Gloves off: Opinion writers damn Trump

Things are heating up for Donald Trump.  Yesterday -- following Deputy Attorney General Rod Rosenstein's Friday announcement of the grand jury indictment of 13 Russians in the cyberattacks on our electoral process -- the New York Times and the Washington Post each featured a major op-ed essay by one of their senior columnists that essentially took the gloves off in getting to the truth about our president, Russia, and our democracy.

THOMAS  FRIEDMAN  (New York Times) wrote:  "Whatever Trump Is Hiding Is Hurting All of Us Now."

"Our democracy is in serious danger.  President Trump is either totally compromised by the Russians or is a towering fool, or both, but either way he has shown himself unwilling or unable to defend America against a Russian campaign to divide and undermine our democracy.

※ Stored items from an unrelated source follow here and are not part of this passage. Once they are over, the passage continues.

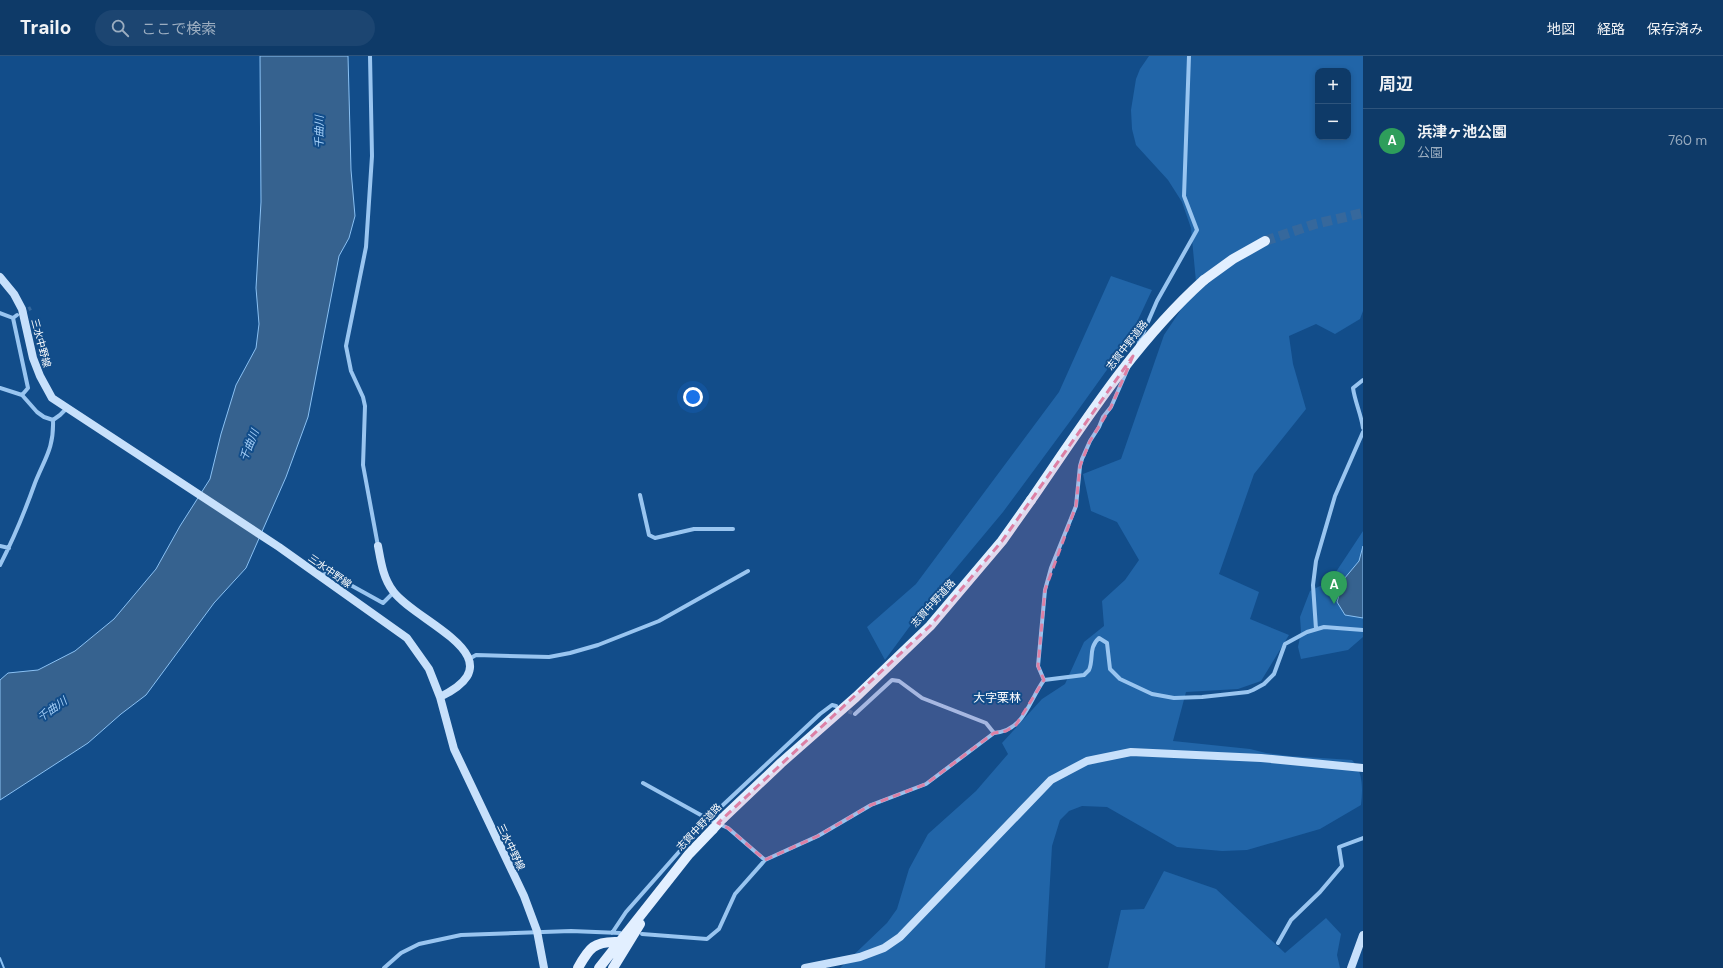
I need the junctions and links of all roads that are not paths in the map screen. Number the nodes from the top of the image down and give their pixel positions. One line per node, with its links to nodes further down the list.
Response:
1 (370, 56): 18 (street)
2 (1189, 56): 27 (street)
3 (1265, 241): 37 (main road, 志賀中野道路, bridge)
4 (0, 277): 11 (main road, 三水中野線)
5 (0, 312): 7 (street)
6 (17, 315): 7 (street)
7 (13, 318): 10 (street)
8 (1363, 380): 13 (street)
9 (0, 388): 10 (street)
10 (22, 395): 12 (street)
11 (67, 408): 12 (street); 22 (main road, 三水中野線)
12 (53, 420): 19 (street)
13 (1363, 428)
14 (1363, 432): 24 (street)
15 (640, 494): 16 (street)
16 (733, 529)
17 (0, 546): 19 (street)
18 (378, 546): 23 (main road)
19 (9, 548): 20 (street)
20 (0, 565)
21 (748, 571): 26 (street)
22 (321, 576): 23 (street); 28 (main road, 三水中野線)
23 (394, 592): 26 (main road)
24 (1316, 629): 25 (street); 27 (street)
25 (1363, 630)
26 (469, 658): 28 (main road)
27 (1044, 680): 31 (street)
28 (440, 697): 38 (main road, 三水中野線)
29 (836, 706): 34 (street)
30 (855, 714): 31 (street)
31 (994, 733): 36 (street)
32 (1363, 768): 49 (main road)
33 (643, 783): 34 (street)
34 (708, 819): 36 (street); 39 (street)
35 (1363, 838): 43 (street)
36 (765, 860): 40 (street)
37 (657, 894): 42 (main road, 志賀中野道路); 48 (main road)
38 (537, 931): 39 (street); 44 (street); 45 (main road, 三水中野線)
39 (612, 933): 42 (street)
40 (642, 934)
41 (1363, 935): 50 (main road)
42 (619, 938): 46 (main road); 47 (main road, 志賀中野道路)
43 (1278, 943)
44 (384, 968)
45 (544, 968)
46 (578, 968)
47 (599, 968)
48 (613, 968)
49 (805, 968)
50 (1351, 968)

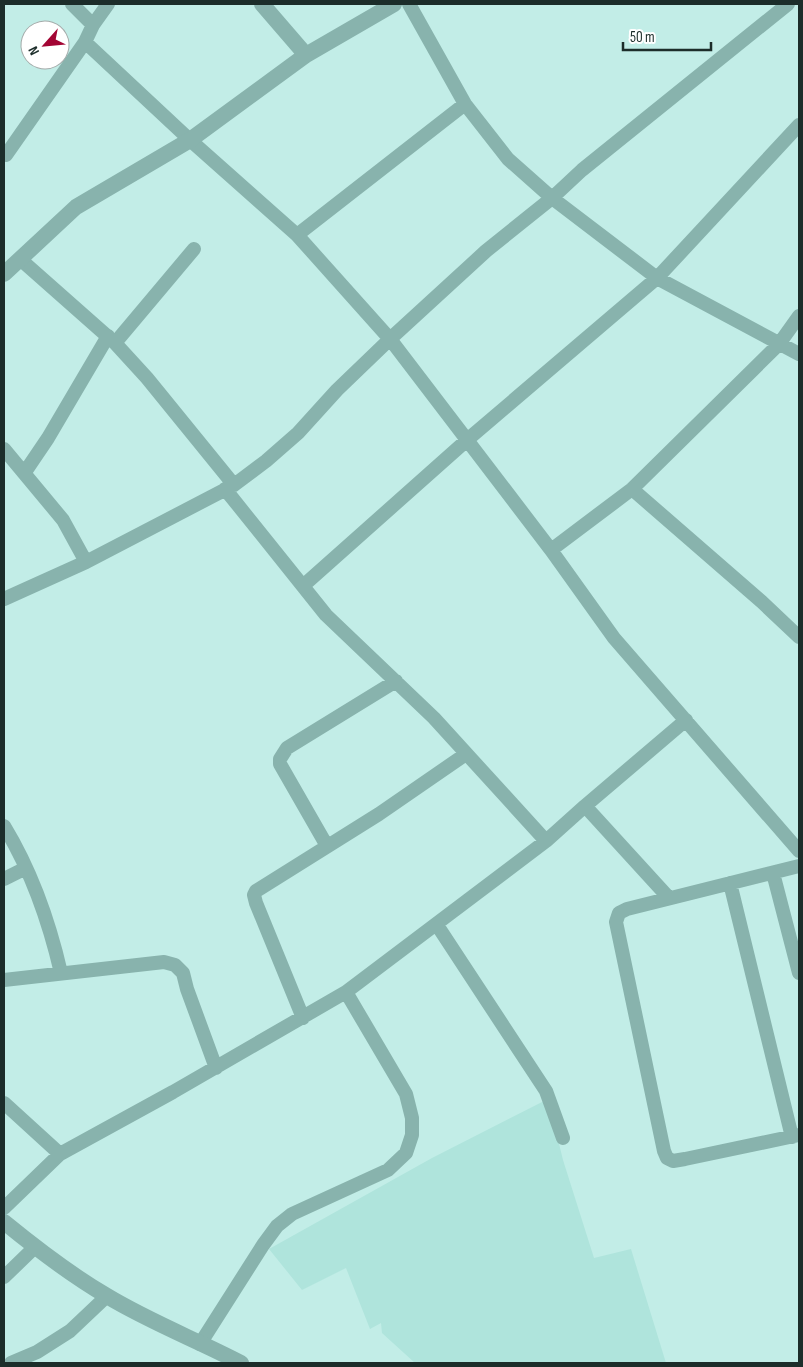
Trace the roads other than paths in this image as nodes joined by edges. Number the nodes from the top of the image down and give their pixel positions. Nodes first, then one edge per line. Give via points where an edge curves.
1 (72, 4) edge
2 (108, 4) edge
3 (262, 4) edge
4 (391, 4) edge
5 (409, 4) edge
6 (788, 4) edge
7 (93, 25) junction
8 (85, 42) junction
9 (306, 55) junction
10 (465, 104) junction
11 (799, 124) edge
12 (190, 140) junction
13 (4, 154) edge
14 (552, 198) junction
15 (297, 236) junction
16 (194, 249) dead end
17 (20, 259) junction
18 (4, 274) edge
19 (657, 278) junction
20 (799, 316) edge
21 (390, 339) junction
22 (112, 340) junction
23 (779, 344) junction
24 (799, 354) edge
25 (467, 440) junction
26 (4, 449) edge
27 (25, 472) junction
28 (230, 487) junction
29 (632, 489) junction
30 (551, 550) junction
31 (86, 562) junction
32 (304, 585) junction
33 (4, 599) edge
34 (799, 636) edge
35 (396, 681) junction
36 (686, 720) junction
37 (466, 754) junction
38 (585, 806) junction
39 (4, 826) edge
40 (546, 841) junction
41 (327, 846) junction
42 (799, 851) edge
43 (799, 866) edge
44 (26, 868) junction
45 (773, 873) junction
46 (4, 879) edge
47 (730, 883) junction
48 (669, 898) junction
49 (437, 925) junction
50 (799, 973) edge
51 (61, 974) junction
52 (4, 980) edge
53 (346, 992) junction
54 (303, 1018) junction
55 (216, 1068) junction
56 (4, 1103) edge
57 (796, 1136) edge
58 (563, 1138) dead end
59 (60, 1154) junction
60 (4, 1208) edge
61 (4, 1222) edge
62 (35, 1247) junction
63 (4, 1277) edge
64 (107, 1296) junction
65 (200, 1344) junction
66 (11, 1363) edge
67 (241, 1363) edge

1 - 7 street
2 - 7 street
3 - 9 street
4 - 9 street
5 - 10 street
6 - 14 street via 582,170
7 - 8 street
8 - 12 street
8 - 13 street
9 - 12 street
10 - 14 street via 508,159
10 - 15 street
11 - 19 street
12 - 15 street
12 - 17 street via 76,207
14 - 19 street
14 - 21 street via 486,251
15 - 21 street
16 - 22 street
17 - 18 street
17 - 22 street
19 - 23 street
19 - 25 street
20 - 23 street
21 - 25 street
21 - 28 street via 298,433 266,462
22 - 27 street
22 - 28 street via 147,378
23 - 24 street
23 - 29 street
25 - 30 street
25 - 32 street
26 - 27 street
27 - 31 street via 63,520
28 - 31 street
28 - 32 street
29 - 30 street
29 - 34 street
30 - 36 street via 614,638
31 - 33 street
32 - 35 street via 326,615
35 - 37 street
35 - 41 street via 288,748 280,759
36 - 38 street
36 - 42 street
37 - 40 street
37 - 41 street
38 - 40 street
38 - 48 street
39 - 44 street
40 - 49 street
41 - 54 street via 254,895
43 - 45 street
44 - 46 street
44 - 51 street via 53,938
45 - 47 street
45 - 50 street
47 - 48 street
47 - 57 street
48 - 57 street via 627,909 619,913 616,922 667,1158 679,1160
49 - 53 street
49 - 58 street via 546,1092
51 - 52 street
51 - 55 street via 164,962 175,965 183,973
53 - 54 street
53 - 65 street via 406,1094 412,1118 412,1134 406,1153 388,1170 292,1214 277,1226
54 - 55 street
55 - 59 street
56 - 59 street
59 - 60 street
61 - 62 street
62 - 63 street
62 - 64 street
64 - 65 street
64 - 66 street via 70,1332
65 - 67 street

"That is, either Trump’s real estate empire has taken large amounts of money from shady oligarchs linked to the Kremlin — so much that they literally own him; or rumors are true that he engaged in sexual misbehavior while he was in Moscow running the Miss Universe contest, which Russian intelligence has on tape and he doesn’t want released; or Trump actually believes Russian President Vladimir Putin when he says he is innocent of intervening in our elections — over the explicit findings of Trump’s own C.I.A., N.S.A. and F.B.I. chiefs.

"In sum, Trump is either hiding something so threatening to himself, or he’s criminally incompetent to be commander in chief. It is impossible yet to say which explanation for his behavior is true, but it seems highly likely that one of these scenarios explains Trump’s refusal to respond to Russia’s direct attack on our system . . . .

"Up to now, Trump has been flouting the norms of the presidency. Now Trump’s behavior amounts to a refusal to carry out his oath of office — to protect and defend the Constitution. Here’s an imperfect but close analogy: It’s as if George W. Bush had said after 9/11: 'No big deal. I am going golfing over the weekend in Florida and blogging about how it’s all the Democrats’ fault — no need to hold a National Security Council meeting.'

". . . .  America needs a president who will lead our nation’s defense against this attack on the integrity of our electoral democracy. . . .  What we have instead is a president vulgarly tweeting that the Russians are “laughing their asses off in Moscow” for how we’ve been investigating their interventions — and exploiting the terrible school shooting in Florida . . . to throw the entire F.B.I. under the bus and create a new excuse to shut down the Mueller investigation.

". . . . It is so obvious what Trump is up to: Again, he is either a total sucker for Putin or, more likely, he is hiding something that he knows the Russians have on him. . . .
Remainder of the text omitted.